A top investigator said Syria has surrendered the final chemical arms it admitted to holding, but any secret arsenal may allow gas attacks to continue.

"The last of the remaining chemicals identified for removal from Syria were loaded this afternoon aboard the Danish ship Ark Futura," said Ahmet Üzümcü, director-general of the Organization for the Prohibition of Chemical Weapons. The final tanks of potentially lethal warfare substances reportedly had been locked in place by fighting around Damascus.
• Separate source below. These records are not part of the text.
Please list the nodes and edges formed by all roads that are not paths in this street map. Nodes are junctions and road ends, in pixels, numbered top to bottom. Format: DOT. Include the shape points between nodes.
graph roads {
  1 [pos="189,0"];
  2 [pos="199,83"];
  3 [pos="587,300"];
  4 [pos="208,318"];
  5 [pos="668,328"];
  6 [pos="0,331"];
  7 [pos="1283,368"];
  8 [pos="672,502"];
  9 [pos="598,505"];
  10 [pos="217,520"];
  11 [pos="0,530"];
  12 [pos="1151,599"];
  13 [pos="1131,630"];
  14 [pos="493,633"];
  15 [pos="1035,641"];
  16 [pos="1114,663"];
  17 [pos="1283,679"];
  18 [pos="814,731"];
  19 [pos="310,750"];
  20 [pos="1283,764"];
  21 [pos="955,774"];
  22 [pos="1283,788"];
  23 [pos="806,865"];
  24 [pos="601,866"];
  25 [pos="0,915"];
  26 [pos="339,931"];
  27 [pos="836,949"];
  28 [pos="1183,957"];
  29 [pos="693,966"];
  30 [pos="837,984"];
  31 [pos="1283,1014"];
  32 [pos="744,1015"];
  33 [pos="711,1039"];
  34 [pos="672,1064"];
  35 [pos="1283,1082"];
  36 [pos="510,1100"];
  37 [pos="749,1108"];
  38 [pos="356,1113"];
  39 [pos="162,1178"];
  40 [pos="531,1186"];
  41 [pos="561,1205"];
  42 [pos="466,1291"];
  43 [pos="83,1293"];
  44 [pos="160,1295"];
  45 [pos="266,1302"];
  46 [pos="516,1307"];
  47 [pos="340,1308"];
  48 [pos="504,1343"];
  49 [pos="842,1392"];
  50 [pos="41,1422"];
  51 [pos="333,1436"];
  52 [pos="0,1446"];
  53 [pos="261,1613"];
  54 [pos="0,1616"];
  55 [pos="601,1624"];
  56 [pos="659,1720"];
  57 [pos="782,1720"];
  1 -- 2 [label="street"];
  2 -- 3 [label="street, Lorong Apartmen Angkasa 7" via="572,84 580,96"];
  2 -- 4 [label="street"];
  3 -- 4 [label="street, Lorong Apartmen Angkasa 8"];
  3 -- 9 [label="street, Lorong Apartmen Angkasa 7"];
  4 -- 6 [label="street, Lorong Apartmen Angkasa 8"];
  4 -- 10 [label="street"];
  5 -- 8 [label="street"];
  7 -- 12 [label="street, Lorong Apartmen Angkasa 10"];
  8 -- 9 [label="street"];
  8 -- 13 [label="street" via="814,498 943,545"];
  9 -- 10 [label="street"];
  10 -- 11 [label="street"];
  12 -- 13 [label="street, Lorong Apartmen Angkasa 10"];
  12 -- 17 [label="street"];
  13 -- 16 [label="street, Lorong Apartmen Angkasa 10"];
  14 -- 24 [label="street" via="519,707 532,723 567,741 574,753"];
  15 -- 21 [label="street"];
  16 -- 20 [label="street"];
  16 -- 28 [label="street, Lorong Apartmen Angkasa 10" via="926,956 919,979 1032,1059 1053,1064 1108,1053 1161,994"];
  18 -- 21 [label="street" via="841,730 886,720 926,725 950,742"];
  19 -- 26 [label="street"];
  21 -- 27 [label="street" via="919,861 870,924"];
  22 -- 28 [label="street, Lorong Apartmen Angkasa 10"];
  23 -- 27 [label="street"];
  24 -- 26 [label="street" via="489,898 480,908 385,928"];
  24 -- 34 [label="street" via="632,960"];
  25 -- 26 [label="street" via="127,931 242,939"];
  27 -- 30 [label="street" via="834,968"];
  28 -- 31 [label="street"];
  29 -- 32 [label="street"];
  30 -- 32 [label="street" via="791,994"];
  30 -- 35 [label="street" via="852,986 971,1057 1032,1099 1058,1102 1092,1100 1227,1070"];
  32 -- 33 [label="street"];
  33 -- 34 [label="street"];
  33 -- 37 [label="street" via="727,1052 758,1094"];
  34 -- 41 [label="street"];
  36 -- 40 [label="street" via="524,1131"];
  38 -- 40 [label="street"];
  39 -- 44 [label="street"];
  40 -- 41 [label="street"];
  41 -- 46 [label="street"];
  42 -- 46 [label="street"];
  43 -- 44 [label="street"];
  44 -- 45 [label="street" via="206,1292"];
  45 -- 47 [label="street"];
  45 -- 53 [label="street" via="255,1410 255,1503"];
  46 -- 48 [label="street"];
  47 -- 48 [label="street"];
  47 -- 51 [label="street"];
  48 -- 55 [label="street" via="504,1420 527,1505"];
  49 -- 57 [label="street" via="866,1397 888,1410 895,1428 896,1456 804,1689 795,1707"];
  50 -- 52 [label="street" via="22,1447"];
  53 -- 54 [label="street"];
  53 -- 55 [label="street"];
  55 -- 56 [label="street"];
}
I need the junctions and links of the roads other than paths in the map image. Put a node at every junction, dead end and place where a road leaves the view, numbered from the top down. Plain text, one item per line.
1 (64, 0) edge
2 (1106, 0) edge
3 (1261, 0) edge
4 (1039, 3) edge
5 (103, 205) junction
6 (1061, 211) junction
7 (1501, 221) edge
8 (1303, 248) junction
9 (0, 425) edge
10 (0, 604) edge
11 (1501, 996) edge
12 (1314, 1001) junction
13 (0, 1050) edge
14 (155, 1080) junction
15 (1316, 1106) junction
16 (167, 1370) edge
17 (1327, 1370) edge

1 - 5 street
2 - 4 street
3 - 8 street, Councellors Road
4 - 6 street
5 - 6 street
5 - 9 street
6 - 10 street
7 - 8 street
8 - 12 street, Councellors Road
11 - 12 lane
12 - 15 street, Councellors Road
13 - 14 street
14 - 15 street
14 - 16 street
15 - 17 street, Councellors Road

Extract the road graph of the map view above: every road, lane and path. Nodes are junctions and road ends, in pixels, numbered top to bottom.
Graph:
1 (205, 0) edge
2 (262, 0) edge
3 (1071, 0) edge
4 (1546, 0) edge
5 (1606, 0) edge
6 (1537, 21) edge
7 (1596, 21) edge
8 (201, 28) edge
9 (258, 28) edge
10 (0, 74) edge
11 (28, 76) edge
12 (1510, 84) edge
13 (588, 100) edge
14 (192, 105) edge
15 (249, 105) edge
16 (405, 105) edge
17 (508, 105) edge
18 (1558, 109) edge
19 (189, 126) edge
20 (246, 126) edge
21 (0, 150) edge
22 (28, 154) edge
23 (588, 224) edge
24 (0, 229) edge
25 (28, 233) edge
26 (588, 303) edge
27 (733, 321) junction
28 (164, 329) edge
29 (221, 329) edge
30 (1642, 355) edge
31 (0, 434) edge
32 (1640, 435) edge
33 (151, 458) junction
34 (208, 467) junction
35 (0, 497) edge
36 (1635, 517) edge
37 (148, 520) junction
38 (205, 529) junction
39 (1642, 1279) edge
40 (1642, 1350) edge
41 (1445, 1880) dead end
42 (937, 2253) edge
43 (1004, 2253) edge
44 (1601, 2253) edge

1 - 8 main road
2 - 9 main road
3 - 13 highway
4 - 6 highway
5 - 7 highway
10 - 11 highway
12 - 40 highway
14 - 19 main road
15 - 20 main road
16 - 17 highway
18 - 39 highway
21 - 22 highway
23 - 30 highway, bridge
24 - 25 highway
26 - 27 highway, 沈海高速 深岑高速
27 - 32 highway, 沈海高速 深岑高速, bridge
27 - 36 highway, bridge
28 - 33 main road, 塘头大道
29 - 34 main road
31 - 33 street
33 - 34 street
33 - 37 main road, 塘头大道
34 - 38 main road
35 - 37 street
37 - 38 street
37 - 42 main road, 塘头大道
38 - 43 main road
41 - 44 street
Monday's development bookends a months-long international campaign to remove roughly 1,300 metric tons of chemical-warfare materials from the violence-racked Middle Eastern nation. President Bashar Assad's government agreed to relinquish the stockpile last year, after nerve gas killed hundreds of people in a Damascus suburb and prompted threats of foreign intervention in Syria's civil war.

"Never before has an entire arsenal of a category of weapons of mass destruction been removed from a country experiencing a state of internal armed conflict," Üzümcü said in a statement to reporters. "And this has been accomplished within very demanding and tight timeframes."

The disarmament effort encountered months of delays, though, and an international mandate to destroy the stockpile this month is now out of reach. Üzümcü last week said extending the deadline is out of the question, and the U.N. Security Council would consider how to respond, the Daily Sabah reported on Monday.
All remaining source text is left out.